This is a general design question. We often use interfaces to decouple components, write to an interface not an implementation etc. Sometimes interfaces are used w/ a basic injection technique, such as,
interface IMyInterface
{
void DoSomething();
}
static class IMyInterfaceFactory
{
public static IMyInterface GetInstance()
{
return new MyInterfaceInstance();
}
}
class IMyInterfaceConsumer
{
IMyInterface mInterface;
public IMyInterfaceConsumer()
{
this.mInterface = IMyInterfaceFactory.GetInstance();
}
public void UseTheInterface()
{
this.mInterface.DoSomething();
}
}
My question is about using the var keyword instead.
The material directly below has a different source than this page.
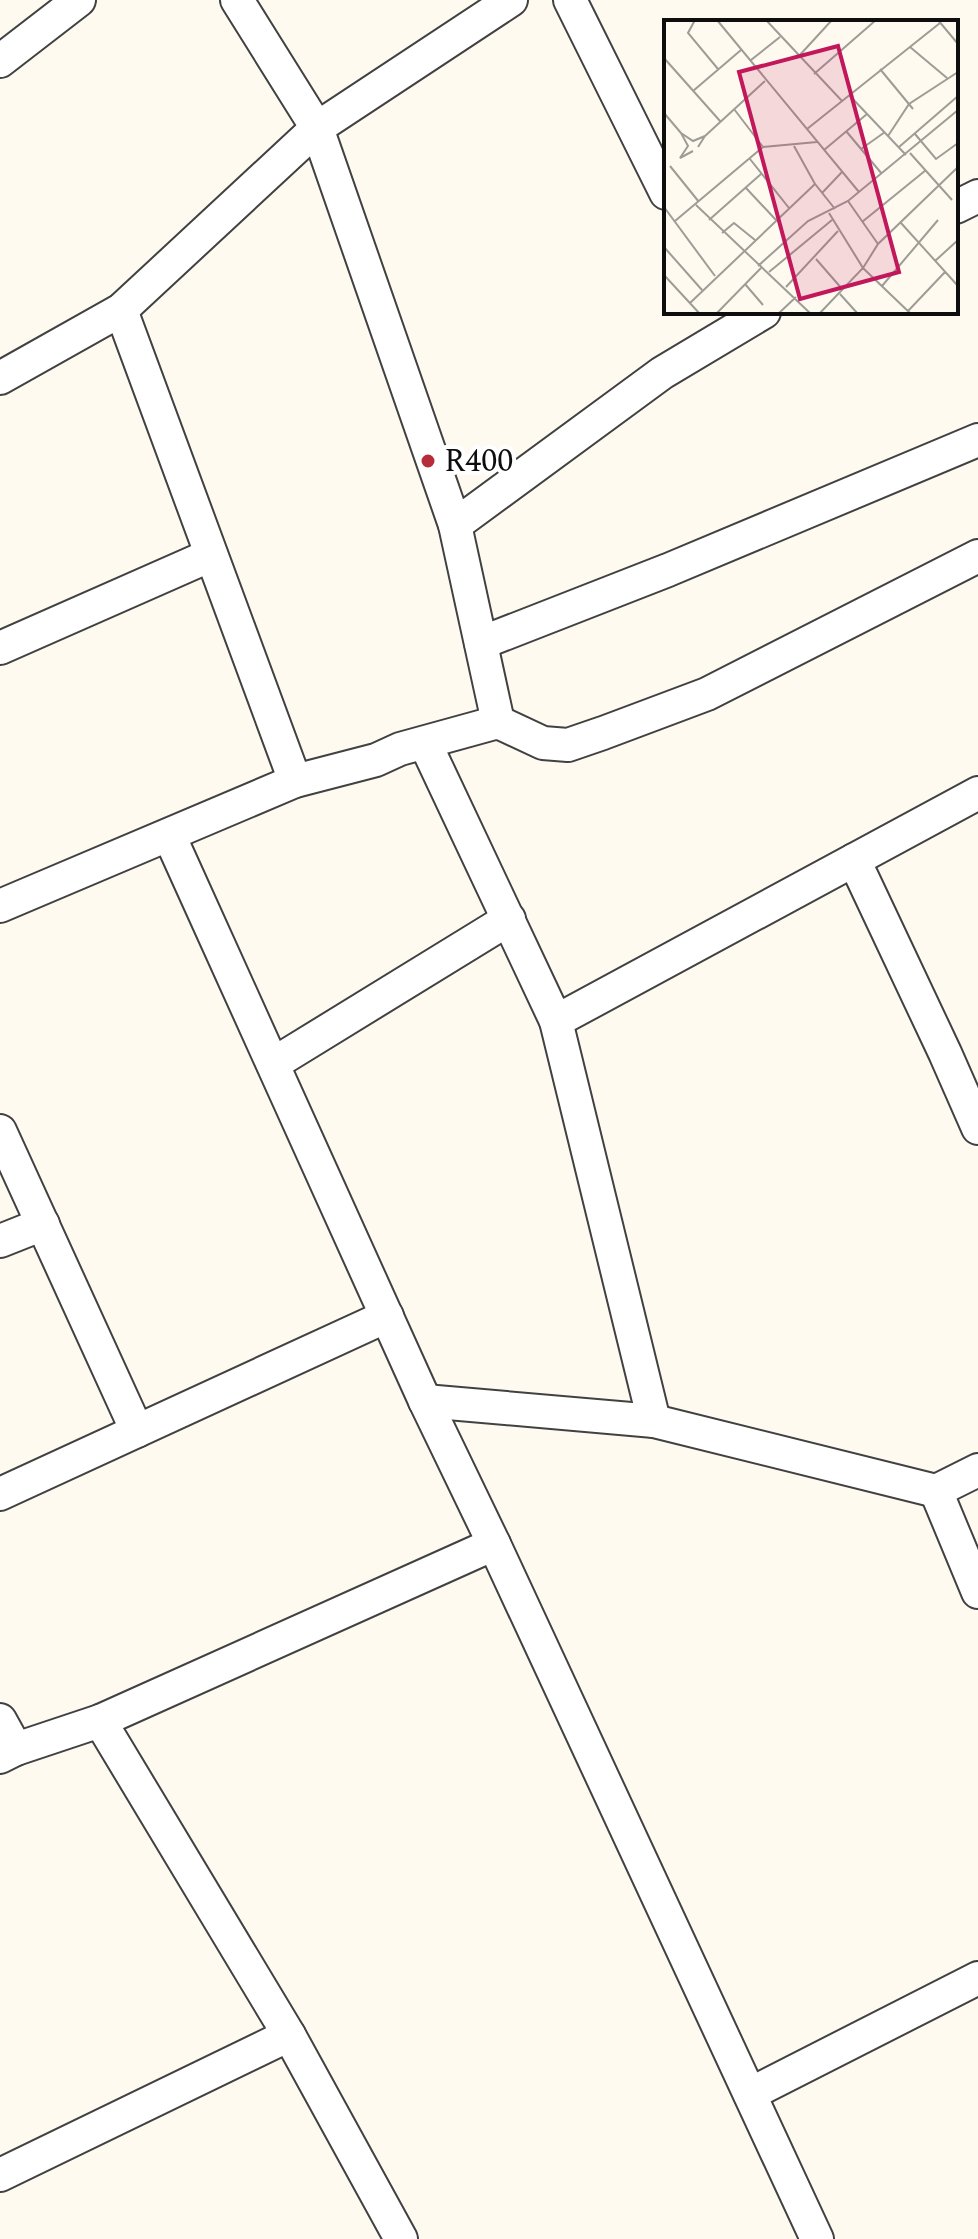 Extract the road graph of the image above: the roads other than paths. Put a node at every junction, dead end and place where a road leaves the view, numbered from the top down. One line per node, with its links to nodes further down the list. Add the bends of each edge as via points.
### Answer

Not even using a true C# interface, but still creating an 'interface', in the design sense,
static class IMyInterfaceFactory
{
// of course, this doesnt need to be a single instance
static MyInterfaceInstance mSingleInstance;
// no longer programming to the interface, just returning the instance
public static MyInterfaceInstance GetInstance()
{
// null coalesce
return mSingleInstance ?? (mSingleInstance = new MyInterfaceInstance());
}
}
class IMyInterfaceConsumer
{
public void UseTheInterface()
{
// shorthand way, could also omit var, too
var myInterface = IMyInterfaceFactory.GetInstance();
myInterface.DoSomething();
}
}
This way I still only need to change the factory once, and as long as whatever instance it returns supports the methods that need to be consumed, it will work. The advantage however is that the producing and consuming objects dont need to even know about any explicit interface, none exists. It could also cleanly support an interface with more than just a couple methods (prevent bloated interface declarations).
One obvious downside is that everytime you want to consume a method from the 'interface', the factory will potentially have to re-instantiate the class, unless there is a single instance cached (as above) or some memoization technique used.
Pros/cons of this approach? Is this a common practice?